When you give the entries again, keep every word as it stands and drop the pictures.

Saved entries:
*** Block opens ***

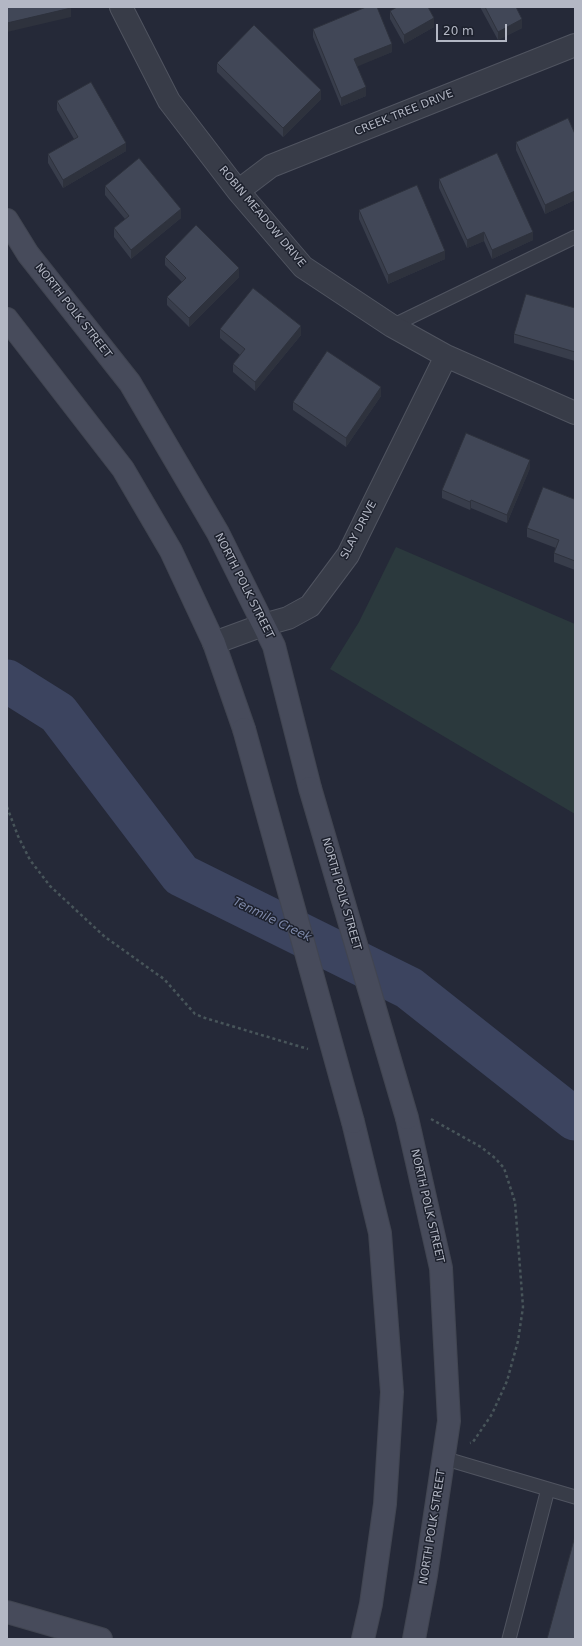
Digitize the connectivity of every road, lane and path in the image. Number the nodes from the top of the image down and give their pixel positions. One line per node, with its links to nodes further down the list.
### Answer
1 (121, 7): 3 (street, ROBIN MEADOW DRIVE)
2 (575, 45): 3 (street, CREEK TREE DRIVE)
3 (238, 191): 7 (street, ROBIN MEADOW DRIVE)
4 (7, 220): 10 (main road, NORTH POLK STREET)
5 (575, 237): 7 (lane)
6 (7, 319): 11 (main road)
7 (392, 326): 8 (street, ROBIN MEADOW DRIVE)
8 (446, 356): 9 (street, ROBIN MEADOW DRIVE); 10 (street, SLAY DRIVE)
9 (575, 412)
10 (263, 625): 11 (street, SLAY DRIVE); 12 (main road, NORTH POLK STREET, bridge)
11 (214, 643): 17 (main road, bridge)
12 (443, 1458): 13 (lane); 18 (main road, NORTH POLK STREET)
13 (548, 1489): 14 (lane); 19 (lane)
14 (575, 1497)
15 (7, 1612): 16 (main road)
16 (101, 1639)
17 (363, 1639)
18 (414, 1639)
19 (509, 1639)

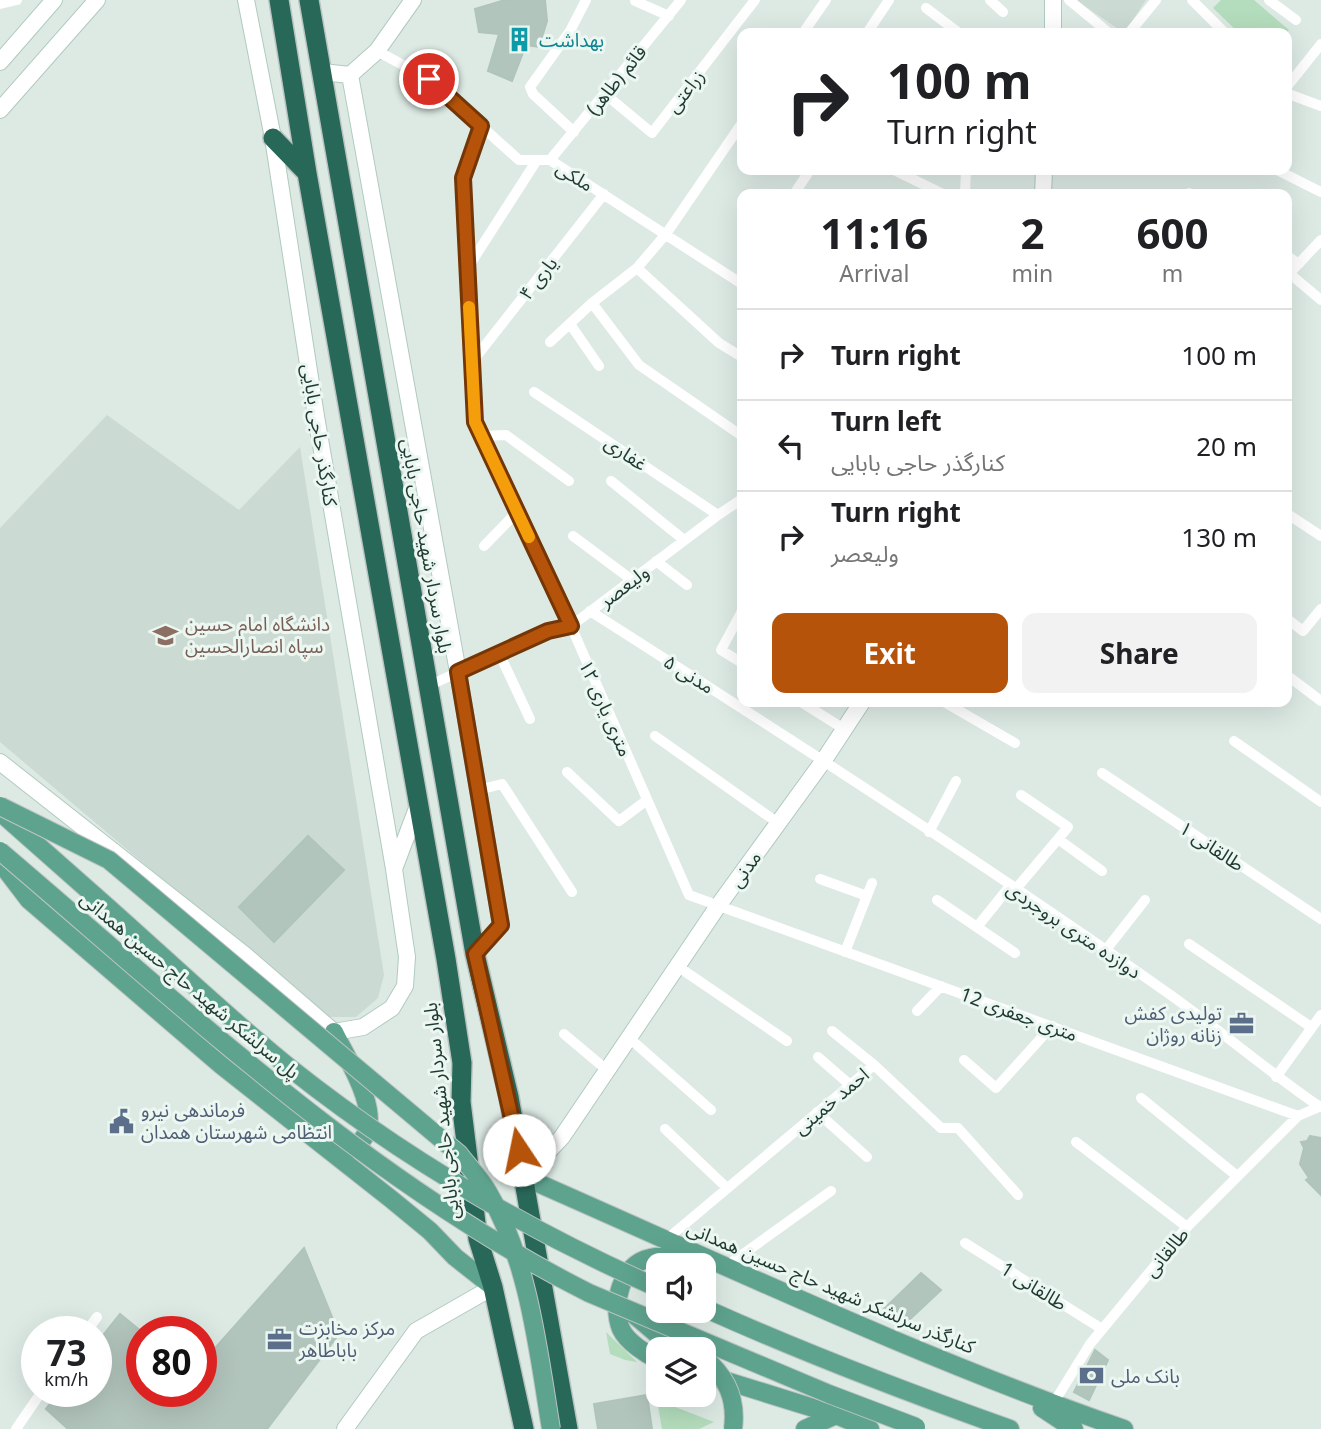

*** Block closes ***

» **Solution to the problem**:
Digitize the connectivity of every road, lane and path in the image. Number the nodes from the top of the image down and give their pixel positions. One line per node, with its links to nodes further down the list.
### Answer
1 (121, 7): 3 (street, ROBIN MEADOW DRIVE)
2 (575, 45): 3 (street, CREEK TREE DRIVE)
3 (238, 191): 7 (street, ROBIN MEADOW DRIVE)
4 (7, 220): 10 (main road, NORTH POLK STREET)
5 (575, 237): 7 (lane)
6 (7, 319): 11 (main road)
7 (392, 326): 8 (street, ROBIN MEADOW DRIVE)
8 (446, 356): 9 (street, ROBIN MEADOW DRIVE); 10 (street, SLAY DRIVE)
9 (575, 412)
10 (263, 625): 11 (street, SLAY DRIVE); 12 (main road, NORTH POLK STREET, bridge)
11 (214, 643): 17 (main road, bridge)
12 (443, 1458): 13 (lane); 18 (main road, NORTH POLK STREET)
13 (548, 1489): 14 (lane); 19 (lane)
14 (575, 1497)
15 (7, 1612): 16 (main road)
16 (101, 1639)
17 (363, 1639)
18 (414, 1639)
19 (509, 1639)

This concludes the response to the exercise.